Description The protein ovocledin-17 has been shown to modify the growth of calcite in laboratory studies and has been identified as one of the possible controls of eggshell growth in chickens. Our simulations modelled the effect of the protein on the crystallisation of calcium carbonate and showed two main effects. First, the crystal structure of calcium carbonate nanoparticles depends on the particle size with potentially no structure at small sizes. Second, we demonstrated that the presence of the protein could control the preferred structure of the calcium carbonate. These were used to develop a model of how the protein could generate calcite nanoparticles through a quasi-catalytic process as the first stage in the formation of chicken eggshells in vivo.
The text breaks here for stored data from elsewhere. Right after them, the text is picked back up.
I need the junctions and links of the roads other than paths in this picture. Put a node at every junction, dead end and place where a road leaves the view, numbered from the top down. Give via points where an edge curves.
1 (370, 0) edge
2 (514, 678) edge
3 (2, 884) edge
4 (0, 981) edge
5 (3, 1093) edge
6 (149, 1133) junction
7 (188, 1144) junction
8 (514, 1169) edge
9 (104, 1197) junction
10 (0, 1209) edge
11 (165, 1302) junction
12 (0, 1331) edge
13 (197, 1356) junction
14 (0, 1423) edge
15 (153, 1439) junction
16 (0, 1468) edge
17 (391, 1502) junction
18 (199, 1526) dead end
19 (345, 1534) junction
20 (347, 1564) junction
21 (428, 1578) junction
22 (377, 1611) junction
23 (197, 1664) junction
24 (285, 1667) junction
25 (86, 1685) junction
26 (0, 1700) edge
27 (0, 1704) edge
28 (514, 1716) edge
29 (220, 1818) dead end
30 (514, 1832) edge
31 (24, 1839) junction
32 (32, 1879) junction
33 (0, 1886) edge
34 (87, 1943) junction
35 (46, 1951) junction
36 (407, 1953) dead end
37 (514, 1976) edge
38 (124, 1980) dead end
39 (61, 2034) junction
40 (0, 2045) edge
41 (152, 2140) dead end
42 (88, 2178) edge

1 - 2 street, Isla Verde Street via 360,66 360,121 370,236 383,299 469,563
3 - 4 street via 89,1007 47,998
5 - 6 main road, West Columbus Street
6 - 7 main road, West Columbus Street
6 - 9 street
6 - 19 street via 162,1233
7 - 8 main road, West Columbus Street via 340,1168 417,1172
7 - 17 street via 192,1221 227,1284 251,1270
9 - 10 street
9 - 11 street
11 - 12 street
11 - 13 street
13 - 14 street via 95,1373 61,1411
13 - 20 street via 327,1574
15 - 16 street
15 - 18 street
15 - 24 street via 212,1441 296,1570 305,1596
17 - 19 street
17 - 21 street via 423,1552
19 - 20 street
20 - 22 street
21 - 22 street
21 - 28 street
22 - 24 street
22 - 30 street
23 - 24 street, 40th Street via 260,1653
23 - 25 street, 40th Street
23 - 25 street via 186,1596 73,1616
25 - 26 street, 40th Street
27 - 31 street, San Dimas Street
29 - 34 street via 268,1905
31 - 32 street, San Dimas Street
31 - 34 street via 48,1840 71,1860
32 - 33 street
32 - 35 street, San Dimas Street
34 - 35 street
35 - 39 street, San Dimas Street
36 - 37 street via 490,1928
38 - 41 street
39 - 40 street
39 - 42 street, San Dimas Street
These simulations demonstrated the power of a new technique (metadynamics): to generate free energy surfaces for complex systems; and to make it routine to find and simulate rare events such as crystal nucleation. It aslo demonstrated the need for a national supercomputer, being one of the first major applications to require the power of HECToR when it was first installed.
Exploitation Route The understanding of how proteins can control the size and shape of crystals is essential to the understanding of biomineralisation; the fundamental process whereby organisms make minerals. If we can understand the essential features that these molecules must possess to be able to control mineral characteristics, this would enable synthetic chemists to design molecules to make nanostructures with particular structures and properties. This is the goal of biomimetics; whereby ideas are taken from natural processes to develop new methods of synthesising complex structures.
Sectors Agriculture, Food and Drink,Chemicals,Education,Environment,Healthcare

 
Description Major publications from this grant have been well cited in the literature. The techniques have been used by the investigators in other research they have conducted since, particularly relating to biomineralisation. Following initial publication, the work made a major impact on the media, including radio interviews with the BBC, ABC (Australia), and various other countries including an interview on live radio in Columbia
First Year Of Impact 2010
Sector Chemicals,Education
Impact Types Societal